目前锁骨干骨折治疗方式的选择仍然存在争议。在20 世纪60 年代,非手术治疗是主要的观点,并且通过大量实验研究分析比较相关并发症得到支持证明,随后21世纪的几项随机对照研究比较手术治疗与保守治疗,结果却发现手术治疗后相关并发症以及肩关节功能往往更好[8]。一项Meta分析也得出在锁骨干中段骨折的治疗中,手术治疗效果优于非手术治疗,可以降低骨不连并发症的发生率[9]。然而近期一项研究表明:与保守治疗相比,手术治疗在功能、疼痛和生活质量方面没有额外的好处,但总体上可能会导致较少的治疗失败。治疗方案的选择以病人个人为基础,仔细考虑每一种干预措施的相对利弊和病人的偏好[10]。作者也认同这种观点,治疗的方式应该量体裁衣、个性化分析。锁骨干骨折的常见的手术治疗有髓外钢板螺钉固定以及髓内固定等。一项Meta 分析纳入10 项随机对照试验比较钢板与髓内钉固定后的临床结果,结论表明钢板和髓内固定的长期功能预后无差异,但仍需进一步的高质量随机对照试验来佐证[11]。目前锁骨干骨折常见的手术治疗方式为切开复位钢板内固定术,但术后可能出现骨折不愈合及内固定物松动、钢板断裂等并发症。

OBS 由不同规格的连接棒、固定块(滑块)及螺钉组成,可以根据骨折类型进行自由组合及置钉固定。这种内固定系统被认为集锁定钢板、交锁髓内钉和外固定器的优点于一体,目前已经在临床四肢骨折中逐渐应用[12-16]。一项股骨假体周围骨折生物力学研究发现:OBS 其抗轴向压缩能力与锁定钢板相似或者更有优势,而且抗扭转能力优于钢板,固定时应力分散能更好地避免早期内固定失效[17]。
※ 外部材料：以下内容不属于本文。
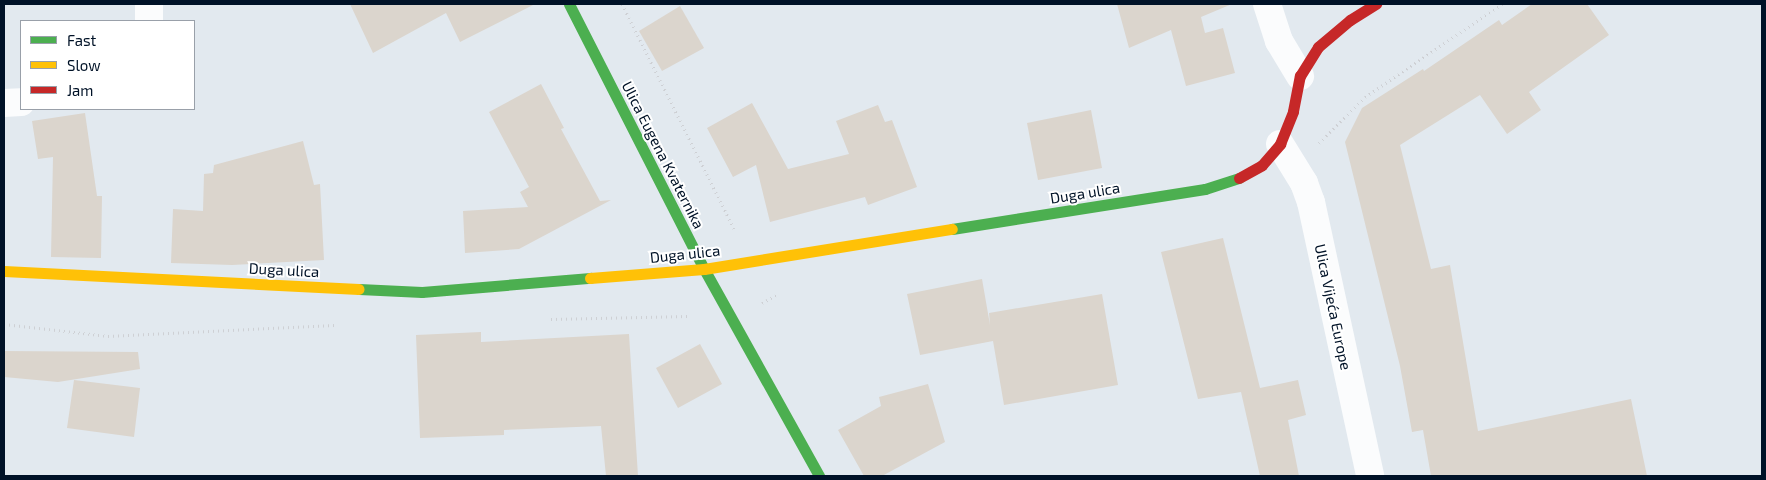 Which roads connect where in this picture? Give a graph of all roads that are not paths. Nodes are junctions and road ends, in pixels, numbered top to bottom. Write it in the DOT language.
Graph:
graph roads {
  1 [pos="150,4"];
  2 [pos="569,4"];
  3 [pos="1267,4"];
  4 [pos="1376,4"];
  5 [pos="149,20"];
  6 [pos="1300,76"];
  7 [pos="20,102"];
  8 [pos="4,103"];
  9 [pos="1280,144"];
  10 [pos="704,268"];
  11 [pos="4,271"];
  12 [pos="819,476"];
  13 [pos="1370,476"];
  1 -- 5 [label="street"];
  2 -- 10 [label="main road, Ulica Eugena Kvaternika"];
  3 -- 6 [label="street"];
  4 -- 6 [label="main road, Duga ulica"];
  6 -- 9 [label="main road, Duga ulica"];
  7 -- 8 [label="street"];
  9 -- 10 [label="main road, Duga ulica"];
  9 -- 13 [label="street, Ulica Vijeća Europe"];
  10 -- 11 [label="main road, Duga ulica"];
  10 -- 12 [label="main road, Ulica Eugena Kvaternika"];
} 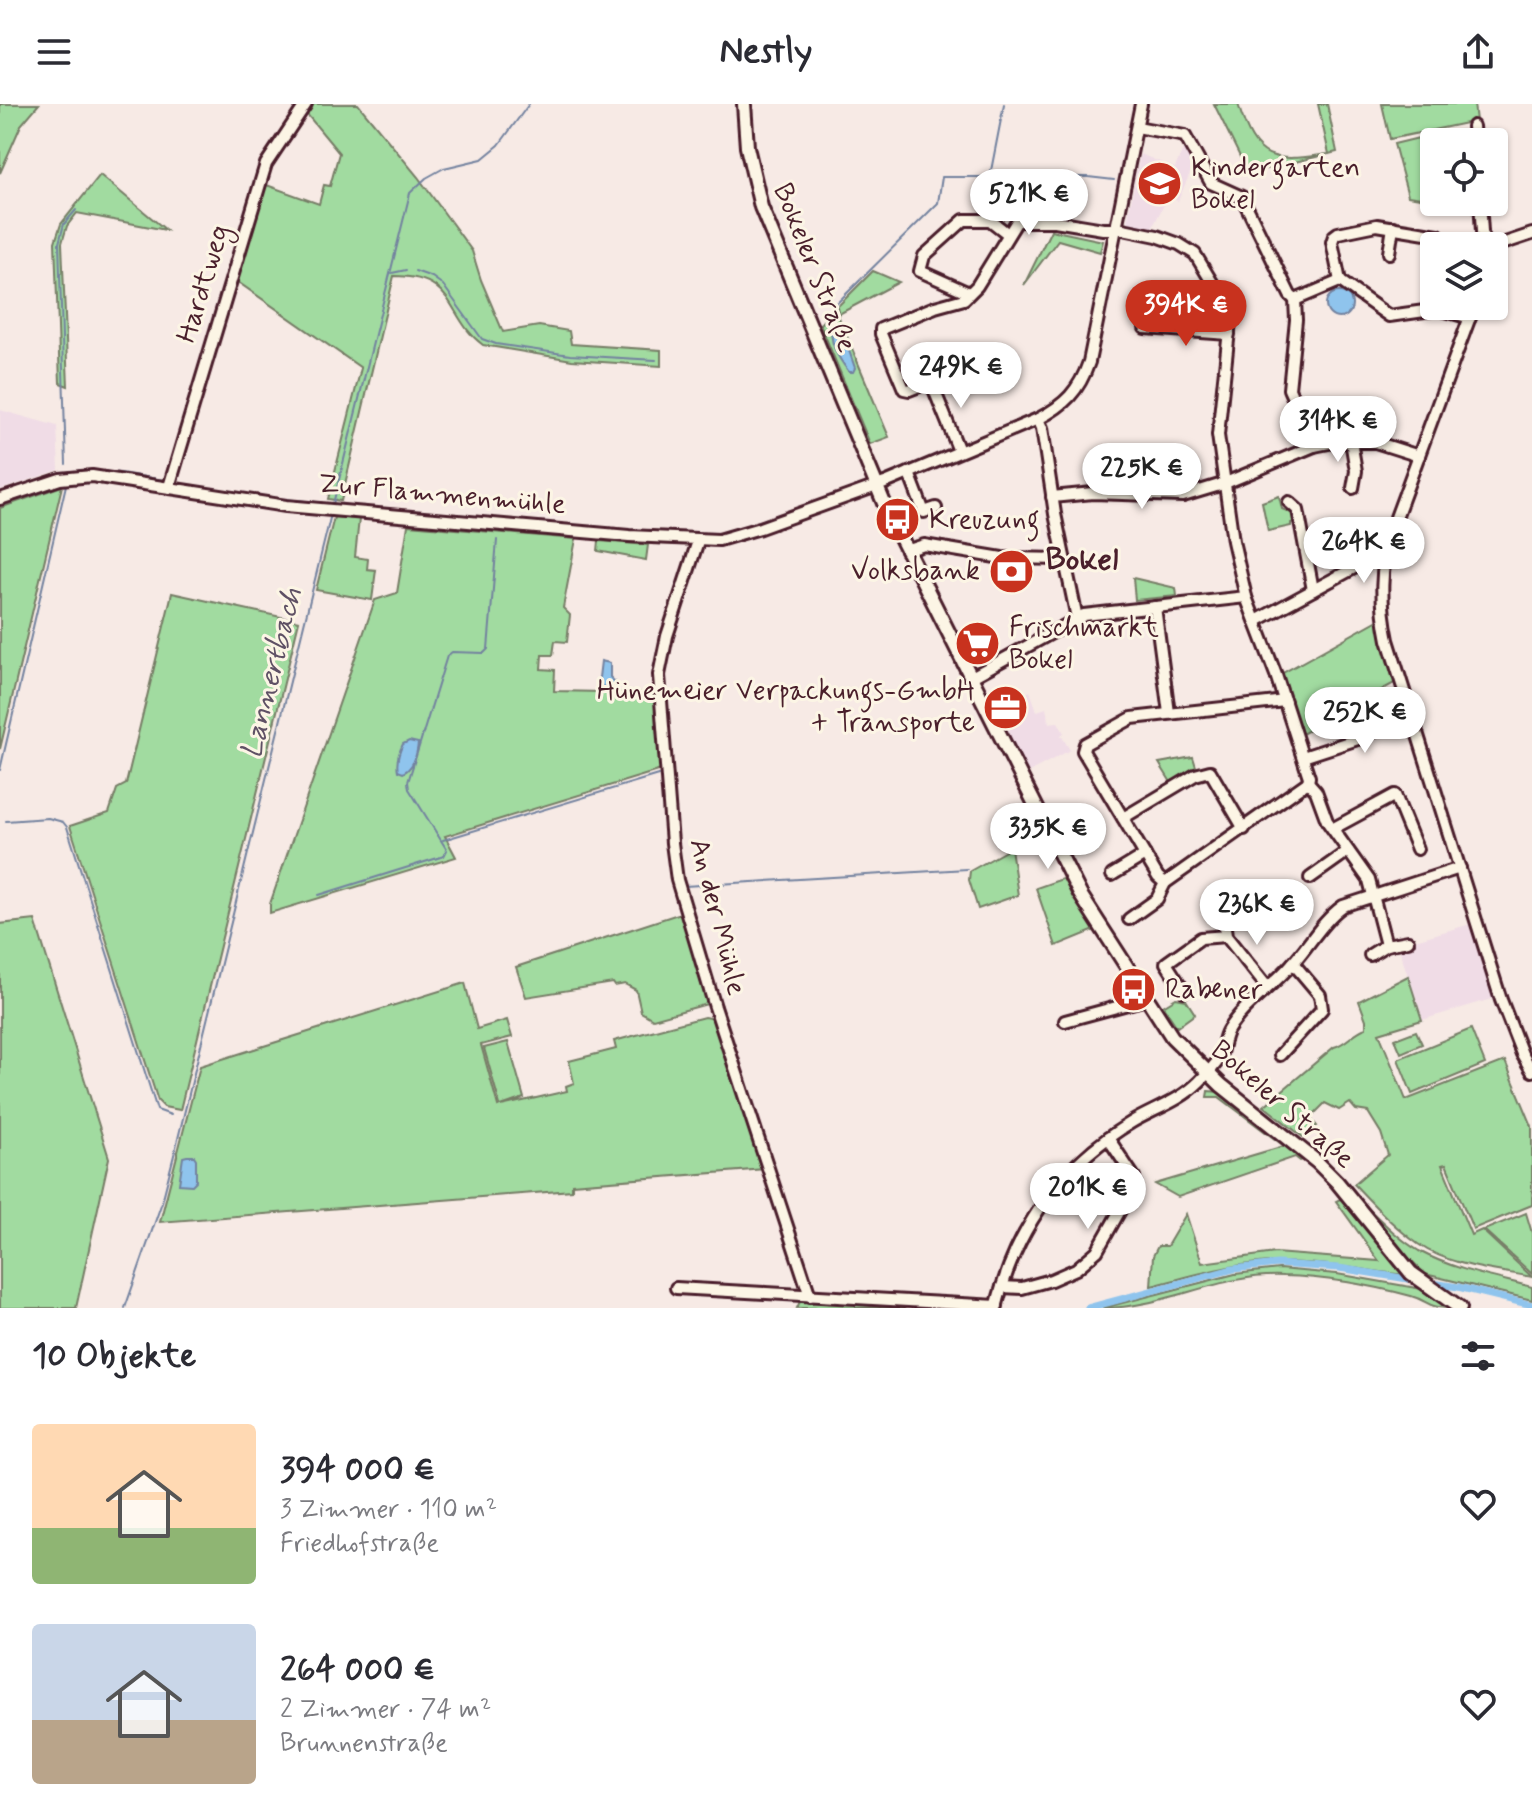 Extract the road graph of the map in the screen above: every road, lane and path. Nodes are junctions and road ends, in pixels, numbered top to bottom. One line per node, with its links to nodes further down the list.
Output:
1 (306, 104): 29 (street, Hardtweg)
2 (744, 104): 28 (main road, Bokeler Straße)
3 (1141, 104): 4 (street, Zur Flammenmühle)
4 (1137, 127): 6 (street, Zur Flammenmühle); 14 (street)
5 (1393, 227): 7 (street); 11 (street); 12 (street)
6 (1115, 229): 8 (street); 18 (street); 21 (street, Zur Flammenmühle)
7 (1421, 232)
8 (1008, 234): 13 (street); 13 (street)
9 (1532, 234): 10 (street)
10 (1508, 243)
11 (1389, 253)
12 (1340, 281): 14 (street); 15 (street)
13 (969, 293): 20 (street)
14 (1295, 300): 23 (street)
15 (1420, 310)
16 (1469, 320): 25 (street)
17 (1145, 328): 18 (street)
18 (1229, 334): 27 (street)
19 (997, 356): 20 (street)
20 (931, 382): 24 (street)
21 (1038, 419): 24 (street, Zur Flammenmühle); 31 (street)
22 (1351, 441): 23 (street); 25 (street); 30 (street)
23 (1314, 446): 27 (street)
24 (959, 451): 26 (street, Zur Flammenmühle)
25 (1419, 456): 38 (street)
26 (909, 473): 28 (street, Zur Flammenmühle); 34 (street)
27 (1223, 484): 31 (street); 40 (street)
28 (876, 486): 35 (street, Zur Flammenmühle); 36 (main road, Bokeler Straße)
29 (169, 487): 32 (street, Zur Flammenmühle); 35 (street, Zur Flammenmühle)
30 (1353, 488)
31 (1052, 497): 37 (street)
32 (0, 499)
33 (1289, 502): 39 (street)
34 (936, 508)
35 (698, 541): 78 (street, An der Mühle)
36 (906, 551): 37 (street); 44 (main road, Bokeler Straße)
37 (1064, 559): 42 (street)
38 (1383, 559): 39 (street); 47 (street)
39 (1313, 590): 43 (street)
40 (1246, 597): 41 (street); 43 (street)
41 (1155, 607): 42 (street); 46 (street)
42 (1077, 618): 44 (street)
43 (1256, 621): 45 (street)
44 (970, 678): 70 (main road, Bokeler Straße)
45 (1285, 701): 46 (street); 48 (street)
46 (1169, 713): 50 (street)
47 (1411, 713): 48 (street); 56 (street)
48 (1303, 757): 49 (street)
49 (1308, 782): 51 (street); 52 (street)
50 (1123, 818): 52 (street); 55 (street)
51 (1334, 828): 53 (street); 54 (street)
52 (1244, 829): 59 (street)
53 (1417, 849)
54 (1348, 851): 58 (street); 60 (street)
55 (1145, 855): 57 (street); 59 (street)
56 (1460, 868): 60 (street); 73 (street)
57 (1112, 875)
58 (1310, 878)
59 (1165, 883): 62 (street)
60 (1373, 895): 65 (street); 67 (street)
61 (1261, 915): 63 (street)
62 (1129, 919)
63 (1226, 936): 68 (street); 69 (street)
64 (1408, 941): 65 (street)
65 (1386, 945): 66 (street)
66 (1370, 955)
67 (1293, 963): 68 (street); 72 (street)
68 (1267, 987): 74 (street)
69 (1184, 991)
70 (1146, 999): 71 (street); 74 (main road, Bokeler Straße)
71 (1065, 1021)
72 (1280, 1055)
73 (1532, 1071)
74 (1207, 1072): 75 (street); 80 (main road, Bokeler Straße)
75 (1108, 1138): 76 (street); 76 (street)
76 (1002, 1287): 79 (street)
77 (676, 1288): 78 (street)
78 (810, 1296): 79 (street)
79 (997, 1307)
80 (1460, 1308)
目前OBS 不再局限于四肢长骨骨折的应用,国内学者比较OBS 与锁定钢板治疗锁骨中段骨折的疗效,观察两组在功能预后方面差异无统计学意义,且OBS组明显缩短了手术时间,疼痛更少,病人满意度更高[18]。随着骨折BO(biological osteosythesis)治疗理念的发展,骨折断端复位的同时要充分保证断端周围软组织的血供,经皮微创技术作为新型的骨折内固定方式在临床中逐渐应用,并在锁骨的治疗中产生较好的临床效果[19-20]。

本次研究将OBS 和经皮微创技术结合,以产生更好的临床效果。结果表明OBS 病人的切口总长度、术中出血量、骨折愈合时间优于钢板组(P<0.05)。此外,两组术后骨折不愈合、切口瘢痕增生并发症差异无统计学意义,而且OBS 术后切口周围感觉异常的发生率显著降低。分析OBS 治疗锁骨骨折主要具有以下几点优势:①内固定物和锁骨的接触面积小,内植物与骨折间存在一定的间隙,可以为骨痂的生长提供有利空间,并且减少对骨折断端的压迫,不破坏骨折端局部血液循环,促进骨折愈合;②钢板的螺钉钉孔位置固定且方向单一,然而固定块自由滑动和自由旋转的设计,可以保证置钉位置始终保持在锁骨的中心区域,而且可自由选择滑块的位置,有利于实施经皮微创技术,保护锁骨上神经;③根据锁骨的实际形状和固定需要,选择适合的连接棒及滑块,并且可以提前预弯,与其他内固定方式相比更贴近锁骨的解剖形态[21]。但手术时间OBS 组长于钢板组,分析原因:①经皮微创技术难度高,视野暴露小,复位困难;②手术医师操作熟练度较低。然而本项研究仍存在些许不足:首先,研究的样本量相对较少,而且为单中心回顾性研究,在后续研究中需进一步扩大病人纳入数量,并进行前瞻性对照研究证明出OBS 的优势性;其次,虽然在股骨的生物力学研究中验证了OBS 具有优势,缺乏锁骨骨折模型的生物力学基础研究,限制了其治疗锁骨骨折的应用推广;最后,OBS作为一项新型内固定技术,其稳定性依赖于连接棒与滑块之间的组合,对于不同AO/OTA 分型的锁骨干骨折,滑块以及连接棒的数量、连接棒的长度的选择还需要进一步研究。

综上所述,OBS 作为新型内固定系统在治疗锁骨干骨折时和钢板疗效相当,均能获得较好的临床功能结果,且具有切口小、出血量少、切口周围感觉异常发生率低等优势。